Exercise:
Every record must be transcribed in its entirety, apart from the images, which are to be omitted.

..............................

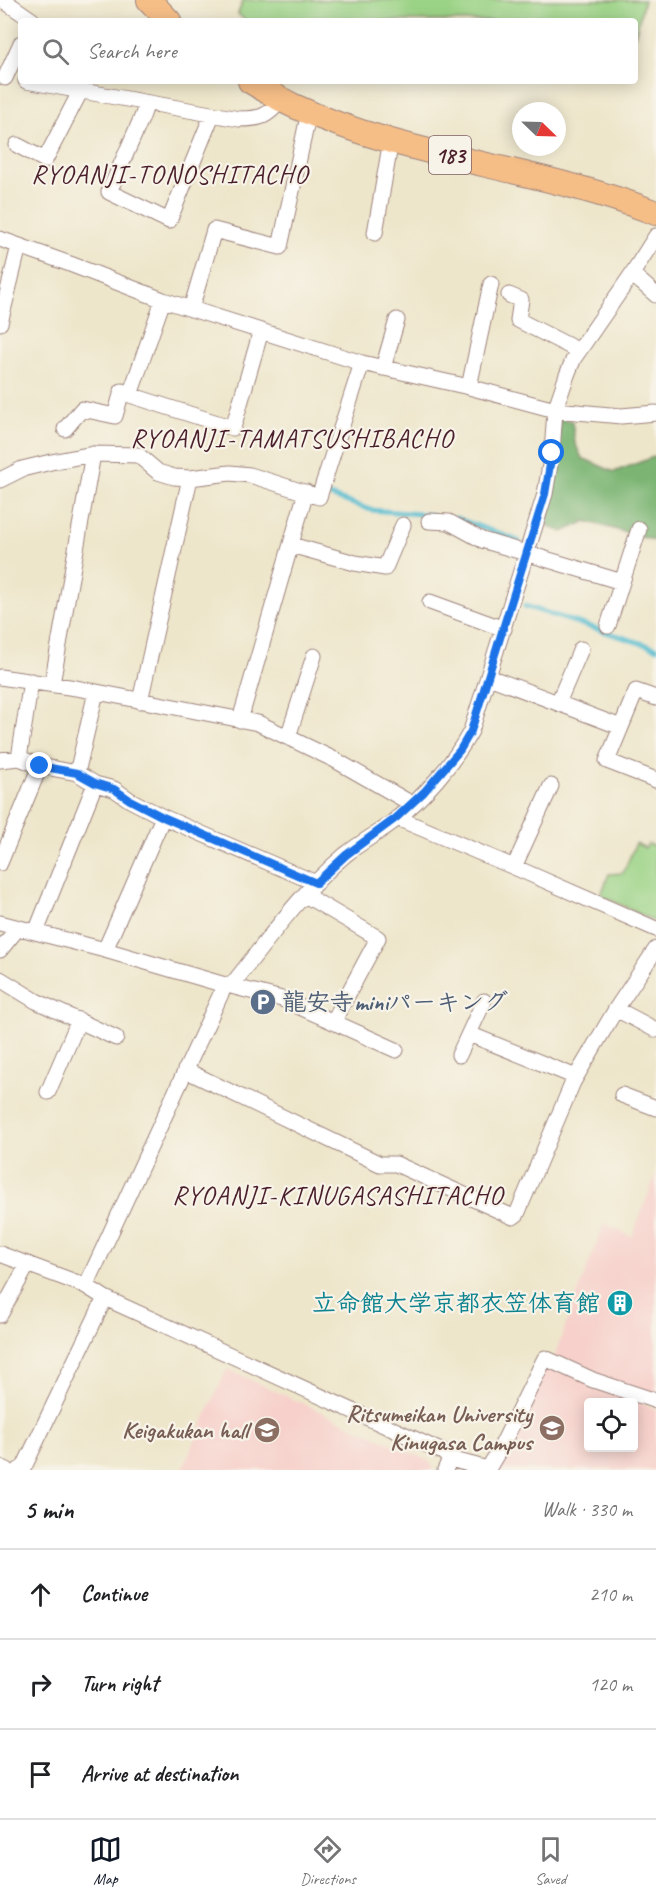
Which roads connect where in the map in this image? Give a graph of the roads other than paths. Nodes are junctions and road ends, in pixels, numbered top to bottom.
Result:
1 (3, 0) edge
2 (148, 0) edge
3 (29, 18) edge
4 (166, 18) edge
5 (18, 49) edge
6 (3, 77) edge
7 (18, 80) edge
8 (44, 84) edge
9 (255, 84) edge
10 (81, 90) junction
11 (281, 100) junction
12 (147, 103) junction
13 (309, 112) junction
14 (212, 115) junction
15 (391, 140) junction
16 (17, 145) dead end
17 (656, 213) edge
18 (375, 233) dead end
19 (656, 236) edge
20 (0, 239) edge
21 (19, 246) junction
22 (632, 274) junction
23 (491, 284) dead end
24 (509, 295) dead end
25 (656, 295) edge
26 (163, 300) junction
27 (191, 309) junction
28 (397, 320) dead end
29 (0, 323) edge
30 (261, 331) junction
31 (579, 351) junction
32 (362, 363) junction
33 (383, 368) junction
34 (469, 387) junction
35 (130, 395) junction
36 (555, 410) junction
37 (656, 413) edge
38 (65, 429) dead end
39 (93, 454) junction
40 (190, 477) junction
41 (0, 480) edge
42 (306, 492) junction
43 (429, 521) dead end
44 (403, 525) dead end
45 (639, 529) dead end
46 (291, 545) junction
47 (528, 553) junction
48 (622, 582) junction
49 (430, 602) dead end
50 (608, 626) dead end
51 (504, 629) junction
52 (581, 649) dead end
53 (314, 656) dead end
54 (0, 676) edge
55 (489, 677) junction
56 (31, 681) junction
57 (52, 684) junction
58 (96, 692) junction
59 (656, 698) edge
60 (140, 701) junction
61 (558, 703) junction
62 (240, 720) junction
63 (621, 727) junction
64 (288, 736) junction
65 (19, 758) junction
66 (0, 760) edge
67 (40, 766) junction
68 (77, 773) junction
69 (656, 780) edge
70 (95, 783) junction
71 (551, 786) dead end
72 (412, 804) junction
73 (163, 817) junction
74 (396, 818) junction
75 (0, 863) edge
76 (514, 867) junction
77 (316, 883) junction
78 (305, 895) junction
79 (0, 923) edge
80 (18, 928) junction
81 (656, 929) edge
82 (36, 932) junction
83 (0, 950) edge
84 (105, 950) junction
85 (656, 950) edge
86 (0, 980) edge
87 (228, 986) junction
88 (484, 1001) dead end
89 (616, 1009) junction
90 (79, 1020) junction
91 (333, 1023) junction
92 (656, 1030) edge
93 (469, 1034) junction
94 (116, 1038) dead end
95 (396, 1050) dead end
96 (459, 1054) dead end
97 (184, 1071) junction
98 (576, 1077) junction
99 (48, 1092) dead end
100 (622, 1095) dead end
101 (656, 1108) edge
102 (0, 1254) edge
103 (28, 1264) junction
104 (86, 1286) junction
105 (105, 1298) junction
106 (0, 1315) edge
107 (656, 1401) edge
108 (448, 1464) edge
109 (0, 1467) edge
110 (7, 1470) edge
111 (19, 1470) edge

1 - 3 street
2 - 4 main road
5 - 6 street
6 - 7 street
8 - 10 street
9 - 11 main road, 183
10 - 12 street
10 - 16 street
11 - 13 main road, 183
11 - 14 street
12 - 14 street
12 - 14 street
13 - 15 main road, 183
13 - 27 street
15 - 17 main road, 183
15 - 18 street
19 - 22 street
20 - 21 street
21 - 26 street
21 - 29 street
22 - 25 street
22 - 31 street
23 - 34 street
24 - 31 street
26 - 27 street
26 - 35 street
27 - 30 street
28 - 33 street
30 - 32 street
30 - 35 street
31 - 36 street
32 - 33 street
32 - 42 street
33 - 34 street
34 - 36 street
35 - 38 street
36 - 37 street
36 - 47 street
39 - 40 street
39 - 41 street
39 - 57 street
40 - 42 street
40 - 60 street
42 - 46 street
43 - 47 street
44 - 46 street
45 - 48 street
46 - 62 street
47 - 48 street
47 - 51 street
48 - 50 street
49 - 51 street
51 - 55 street
52 - 61 street
53 - 64 street
54 - 56 street
55 - 61 street
55 - 72 street
56 - 57 street
56 - 65 street
57 - 58 street
58 - 60 street
58 - 68 street
59 - 63 street
60 - 62 street
61 - 63 street
62 - 64 street
63 - 69 street
64 - 72 street
65 - 66 street
65 - 67 street
67 - 68 street
67 - 75 street
68 - 70 street
70 - 73 street
70 - 82 street
71 - 76 street
72 - 74 street
73 - 77 street
73 - 84 street
74 - 76 street
74 - 77 street
76 - 81 street
77 - 78 street
78 - 87 street
78 - 91 street
79 - 80 street
80 - 82 street
80 - 83 street
82 - 84 street
84 - 87 street
85 - 89 street
86 - 90 street
87 - 91 street
87 - 97 street
88 - 93 street
89 - 92 street
89 - 98 street
90 - 94 street
90 - 99 street
91 - 95 street
93 - 96 street
93 - 98 street
97 - 98 street
97 - 104 street
100 - 101 street
102 - 103 street
103 - 104 street
103 - 106 street
104 - 105 street
105 - 108 street
105 - 111 street
107 - 108 street
109 - 110 street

..............................

Output for this task:
Which roads connect where in the map in this image? Give a graph of the roads other than paths. Nodes are junctions and road ends, in pixels, numbered top to bottom.
Result:
1 (3, 0) edge
2 (148, 0) edge
3 (29, 18) edge
4 (166, 18) edge
5 (18, 49) edge
6 (3, 77) edge
7 (18, 80) edge
8 (44, 84) edge
9 (255, 84) edge
10 (81, 90) junction
11 (281, 100) junction
12 (147, 103) junction
13 (309, 112) junction
14 (212, 115) junction
15 (391, 140) junction
16 (17, 145) dead end
17 (656, 213) edge
18 (375, 233) dead end
19 (656, 236) edge
20 (0, 239) edge
21 (19, 246) junction
22 (632, 274) junction
23 (491, 284) dead end
24 (509, 295) dead end
25 (656, 295) edge
26 (163, 300) junction
27 (191, 309) junction
28 (397, 320) dead end
29 (0, 323) edge
30 (261, 331) junction
31 (579, 351) junction
32 (362, 363) junction
33 (383, 368) junction
34 (469, 387) junction
35 (130, 395) junction
36 (555, 410) junction
37 (656, 413) edge
38 (65, 429) dead end
39 (93, 454) junction
40 (190, 477) junction
41 (0, 480) edge
42 (306, 492) junction
43 (429, 521) dead end
44 (403, 525) dead end
45 (639, 529) dead end
46 (291, 545) junction
47 (528, 553) junction
48 (622, 582) junction
49 (430, 602) dead end
50 (608, 626) dead end
51 (504, 629) junction
52 (581, 649) dead end
53 (314, 656) dead end
54 (0, 676) edge
55 (489, 677) junction
56 (31, 681) junction
57 (52, 684) junction
58 (96, 692) junction
59 (656, 698) edge
60 (140, 701) junction
61 (558, 703) junction
62 (240, 720) junction
63 (621, 727) junction
64 (288, 736) junction
65 (19, 758) junction
66 (0, 760) edge
67 (40, 766) junction
68 (77, 773) junction
69 (656, 780) edge
70 (95, 783) junction
71 (551, 786) dead end
72 (412, 804) junction
73 (163, 817) junction
74 (396, 818) junction
75 (0, 863) edge
76 (514, 867) junction
77 (316, 883) junction
78 (305, 895) junction
79 (0, 923) edge
80 (18, 928) junction
81 (656, 929) edge
82 (36, 932) junction
83 (0, 950) edge
84 (105, 950) junction
85 (656, 950) edge
86 (0, 980) edge
87 (228, 986) junction
88 (484, 1001) dead end
89 (616, 1009) junction
90 (79, 1020) junction
91 (333, 1023) junction
92 (656, 1030) edge
93 (469, 1034) junction
94 (116, 1038) dead end
95 (396, 1050) dead end
96 (459, 1054) dead end
97 (184, 1071) junction
98 (576, 1077) junction
99 (48, 1092) dead end
100 (622, 1095) dead end
101 (656, 1108) edge
102 (0, 1254) edge
103 (28, 1264) junction
104 (86, 1286) junction
105 (105, 1298) junction
106 (0, 1315) edge
107 (656, 1401) edge
108 (448, 1464) edge
109 (0, 1467) edge
110 (7, 1470) edge
111 (19, 1470) edge

1 - 3 street
2 - 4 main road
5 - 6 street
6 - 7 street
8 - 10 street
9 - 11 main road, 183
10 - 12 street
10 - 16 street
11 - 13 main road, 183
11 - 14 street
12 - 14 street
12 - 14 street
13 - 15 main road, 183
13 - 27 street
15 - 17 main road, 183
15 - 18 street
19 - 22 street
20 - 21 street
21 - 26 street
21 - 29 street
22 - 25 street
22 - 31 street
23 - 34 street
24 - 31 street
26 - 27 street
26 - 35 street
27 - 30 street
28 - 33 street
30 - 32 street
30 - 35 street
31 - 36 street
32 - 33 street
32 - 42 street
33 - 34 street
34 - 36 street
35 - 38 street
36 - 37 street
36 - 47 street
39 - 40 street
39 - 41 street
39 - 57 street
40 - 42 street
40 - 60 street
42 - 46 street
43 - 47 street
44 - 46 street
45 - 48 street
46 - 62 street
47 - 48 street
47 - 51 street
48 - 50 street
49 - 51 street
51 - 55 street
52 - 61 street
53 - 64 street
54 - 56 street
55 - 61 street
55 - 72 street
56 - 57 street
56 - 65 street
57 - 58 street
58 - 60 street
58 - 68 street
59 - 63 street
60 - 62 street
61 - 63 street
62 - 64 street
63 - 69 street
64 - 72 street
65 - 66 street
65 - 67 street
67 - 68 street
67 - 75 street
68 - 70 street
70 - 73 street
70 - 82 street
71 - 76 street
72 - 74 street
73 - 77 street
73 - 84 street
74 - 76 street
74 - 77 street
76 - 81 street
77 - 78 street
78 - 87 street
78 - 91 street
79 - 80 street
80 - 82 street
80 - 83 street
82 - 84 street
84 - 87 street
85 - 89 street
86 - 90 street
87 - 91 street
87 - 97 street
88 - 93 street
89 - 92 street
89 - 98 street
90 - 94 street
90 - 99 street
91 - 95 street
93 - 96 street
93 - 98 street
97 - 98 street
97 - 104 street
100 - 101 street
102 - 103 street
103 - 104 street
103 - 106 street
104 - 105 street
105 - 108 street
105 - 111 street
107 - 108 street
109 - 110 street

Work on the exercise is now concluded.